Zasu (temples head priest) (座主)
Zasu
A term of Buddhism, a different name of a chief priest. Generally speaking, it refers to the title of representative priests of the Tendai Sect.
A term of the history of the law system, an examiner in Kakyo (Chinese higher civil service examinations)
Zasu (a Buddhist term)
Zasu in Buddhism term generally refers to the top priest of the Japanese Tendai Sect, Tendai-zasu (chief abbot).
While this term originally referred to priests or chief priests who had the ability to unite many priests, later it came to mean the top priests in the Enryaku-ji Temple, which required the approval from the Imperial court in order to control all of the Tendai Sect. It seems that mainly the Imperial family assumed the position after the Kamakura period. After Haibutsu-kishaku (a movement to abolish Buddhism) in the Meiji period, approval from the Imperial Court was no longer necessary and the term was used as the title of the chief priest in Tendai Sect temples.

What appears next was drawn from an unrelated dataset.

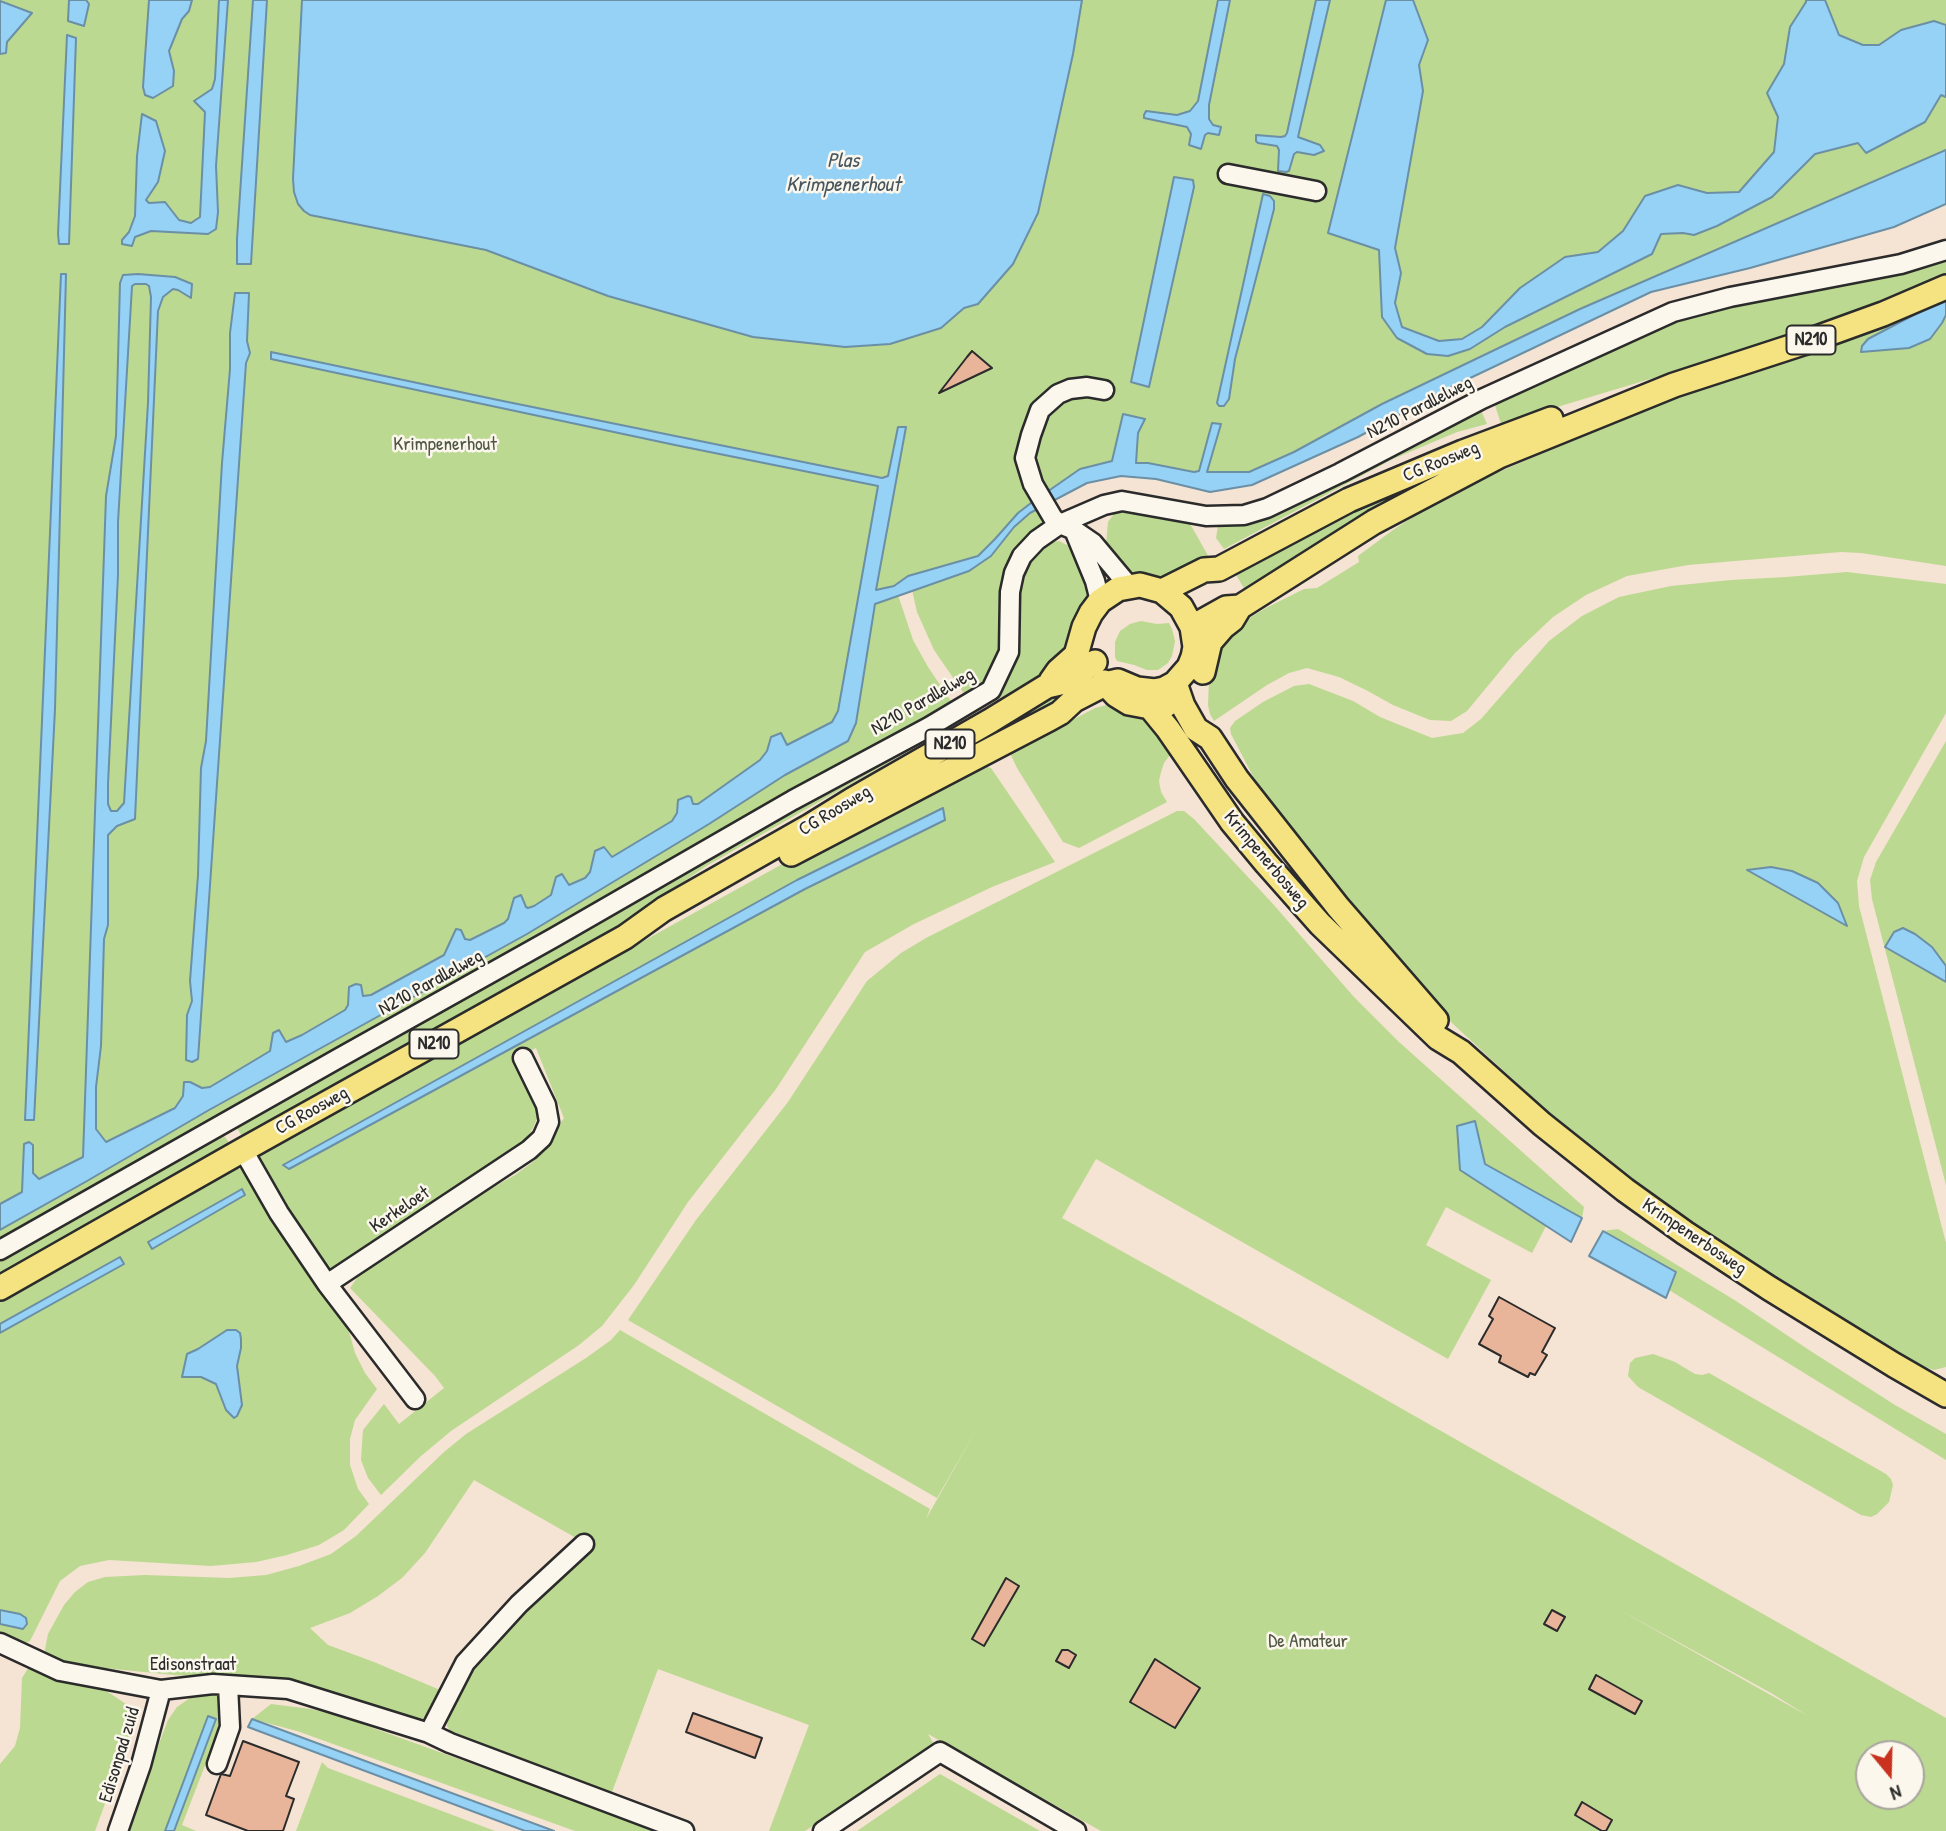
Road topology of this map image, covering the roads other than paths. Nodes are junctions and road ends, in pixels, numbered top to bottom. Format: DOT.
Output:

It is used, not only in Enryaku-ji Temple, but also in Kongobu-ji Temple, Daigo-ji Temple, Hossho-ji Temple, Gankei-ji Temple, and so on.
Zasu (a term of the history of law system)

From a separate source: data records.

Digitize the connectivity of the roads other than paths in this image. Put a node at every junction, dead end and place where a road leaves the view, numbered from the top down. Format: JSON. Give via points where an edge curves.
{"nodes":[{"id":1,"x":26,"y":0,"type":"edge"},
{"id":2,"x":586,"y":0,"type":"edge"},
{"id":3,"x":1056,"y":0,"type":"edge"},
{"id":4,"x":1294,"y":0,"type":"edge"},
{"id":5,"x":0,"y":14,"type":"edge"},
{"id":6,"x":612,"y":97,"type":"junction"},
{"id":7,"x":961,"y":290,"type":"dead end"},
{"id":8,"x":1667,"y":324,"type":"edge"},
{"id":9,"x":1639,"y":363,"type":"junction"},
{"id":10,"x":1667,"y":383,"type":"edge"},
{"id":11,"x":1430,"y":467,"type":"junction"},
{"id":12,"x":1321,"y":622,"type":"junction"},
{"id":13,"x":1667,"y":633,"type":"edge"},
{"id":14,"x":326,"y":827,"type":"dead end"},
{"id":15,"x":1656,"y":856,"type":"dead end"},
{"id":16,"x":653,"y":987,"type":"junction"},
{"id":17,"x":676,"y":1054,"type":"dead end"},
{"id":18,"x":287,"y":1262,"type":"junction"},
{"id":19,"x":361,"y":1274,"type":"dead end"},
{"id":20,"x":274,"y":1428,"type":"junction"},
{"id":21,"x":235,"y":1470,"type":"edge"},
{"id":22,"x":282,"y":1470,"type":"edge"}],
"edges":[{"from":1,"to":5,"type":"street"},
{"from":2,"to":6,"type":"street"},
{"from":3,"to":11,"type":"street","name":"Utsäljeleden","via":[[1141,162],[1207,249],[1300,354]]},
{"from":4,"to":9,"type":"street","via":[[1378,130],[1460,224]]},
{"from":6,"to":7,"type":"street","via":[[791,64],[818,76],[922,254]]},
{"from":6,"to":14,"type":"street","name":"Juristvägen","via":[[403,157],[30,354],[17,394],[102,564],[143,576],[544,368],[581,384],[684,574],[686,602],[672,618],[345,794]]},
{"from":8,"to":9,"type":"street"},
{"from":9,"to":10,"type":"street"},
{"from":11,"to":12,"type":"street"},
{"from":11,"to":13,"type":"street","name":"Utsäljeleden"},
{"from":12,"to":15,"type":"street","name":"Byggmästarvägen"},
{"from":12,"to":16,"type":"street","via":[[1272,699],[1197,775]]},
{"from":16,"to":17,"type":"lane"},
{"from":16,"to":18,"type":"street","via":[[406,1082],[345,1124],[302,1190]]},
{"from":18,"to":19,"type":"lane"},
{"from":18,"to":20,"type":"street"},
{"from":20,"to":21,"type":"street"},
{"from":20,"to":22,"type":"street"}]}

Zasu refers to an examiner in Kakyo, Chinese higher civil service examinations. After the examinations, a successful applicant visited the examiners to show his gratitude for allowing him to pass the examinations and they made a contract as teacher and student. At that time, the examiner was called 'zasu,' meaning the master of that place.

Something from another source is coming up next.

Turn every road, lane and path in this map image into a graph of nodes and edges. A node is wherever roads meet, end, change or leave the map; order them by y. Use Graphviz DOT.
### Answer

Such relationships did not seem problematic from the viewpoint of a relationship between a successful Kakyo applicant and the examiner in charge, however, they produced bureaucratic alliances, which created a breeding ground for the development of factions. So, the denshi (palace examination as the final step of scholarly career in China) system was created in the Baisong period in order to abolish these negative effects. The theory was that if the ultimate examiner was the Emperor, zasu being the Emperor, the Emperor and each Kakyo bureaucrat already had the teacher-student relationship, irrelevant of bureaucratic parties.